Exploring Injectable Scaffolded Spheroids for Nucleus Pulposus Therapy in Degenerated Intervertebral Discs.

Cell-based therapies for intervertebral disc degeneration (IVDD) treatment face significant challenges, including cell damage from injection-induced shear stress and poor survival in the harsh, nutrient-depleted microenvironment of the intervertebral disc. To overcome these challenges, we developed scaffolded spheroids (S-SPH) by integrating human bone marrow-derived mesenchymal stem cell (hBMSC) spheroids (SPH) into microscaffolds (MS) produced via high-resolution 3D printing, thereby forming injectable tissue-building blocks. We optimized cell seeding density (∼2000 cells/spheroid) and MS fabrication parameters and induced nucleus pulposus (NP)-like differentiation using growth differentiation factor-5 (GDF5) under both normoxic and hypoxic, low-glucose conditions mimicking a healthy in vivo-like environment. S-SPH maintained high cell viability and produced abundant extracellular matrix under both culture conditions.
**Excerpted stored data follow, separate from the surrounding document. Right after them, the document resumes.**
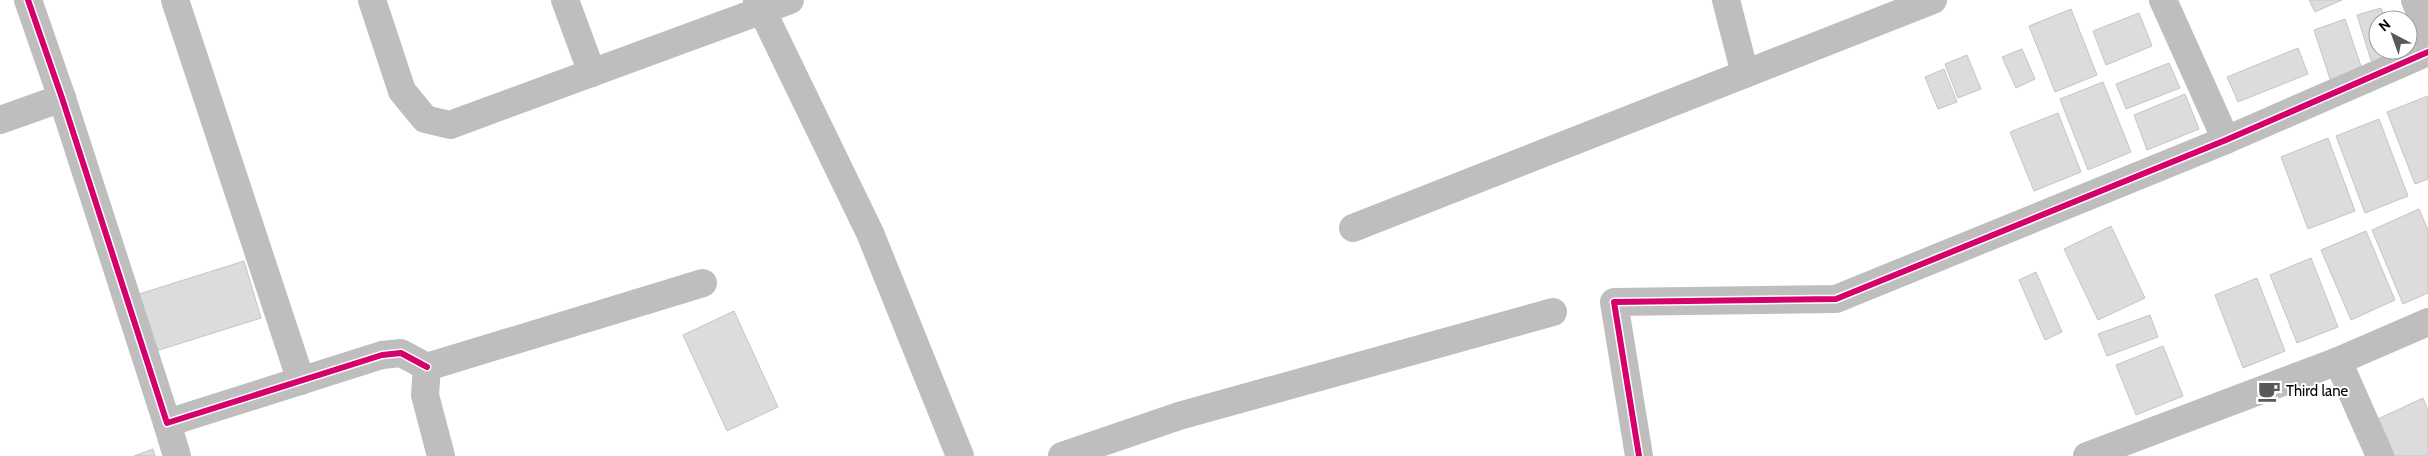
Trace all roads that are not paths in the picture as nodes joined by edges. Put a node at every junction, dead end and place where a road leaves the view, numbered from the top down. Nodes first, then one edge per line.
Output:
1 (28, 0) edge
2 (175, 0) edge
3 (372, 0) edge
4 (565, 0) edge
5 (790, 0) edge
6 (1726, 0) edge
7 (1933, 0) edge
8 (2164, 0) edge
9 (2415, 0) edge
10 (759, 6) edge
11 (2428, 33) edge
12 (2428, 52) edge
13 (592, 73) junction
14 (1744, 74) junction
15 (62, 98) junction
16 (0, 120) edge
17 (2226, 140) junction
18 (1353, 228) dead end
19 (703, 283) dead end
20 (1553, 312) dead end
21 (2428, 322) edge
22 (2338, 361) junction
23 (427, 367) junction
24 (301, 381) junction
25 (167, 423) junction
26 (2120, 451) edge
27 (176, 456) edge
28 (440, 456) edge
29 (960, 456) edge
30 (1062, 456) edge
31 (1639, 456) edge
32 (2086, 456) edge
33 (2380, 456) edge

1 - 15 street
2 - 24 street
3 - 13 street
4 - 13 street
5 - 10 street
6 - 14 street
7 - 14 street
8 - 17 street
9 - 11 street
10 - 13 street
10 - 29 street
12 - 17 street
14 - 18 street
15 - 16 street
15 - 25 street
17 - 31 street
19 - 23 street
20 - 30 street
21 - 22 street
22 - 26 street
22 - 33 street
23 - 24 street
23 - 28 street
24 - 25 street
25 - 27 street
26 - 32 street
They also upregulated key NP markers, including aggrecan (ACAN), keratin-18 (KRT18), and hypoxia-inducible factor-1α (HIF1α), which indicated successful NP-like differentiation. They also exhibited improved compressive properties approaching those of native human IVD and retained structural integrity and cell viability following injection through a 26G needle. When differentiated into an NP-like phenotype, S-SPH fused and retained a high viability upon injection in vitro. These results demonstrate that S-SPH provide a promising in vitro strategy for NP regeneration, warranting further preclinical evaluation for IVDD therapy.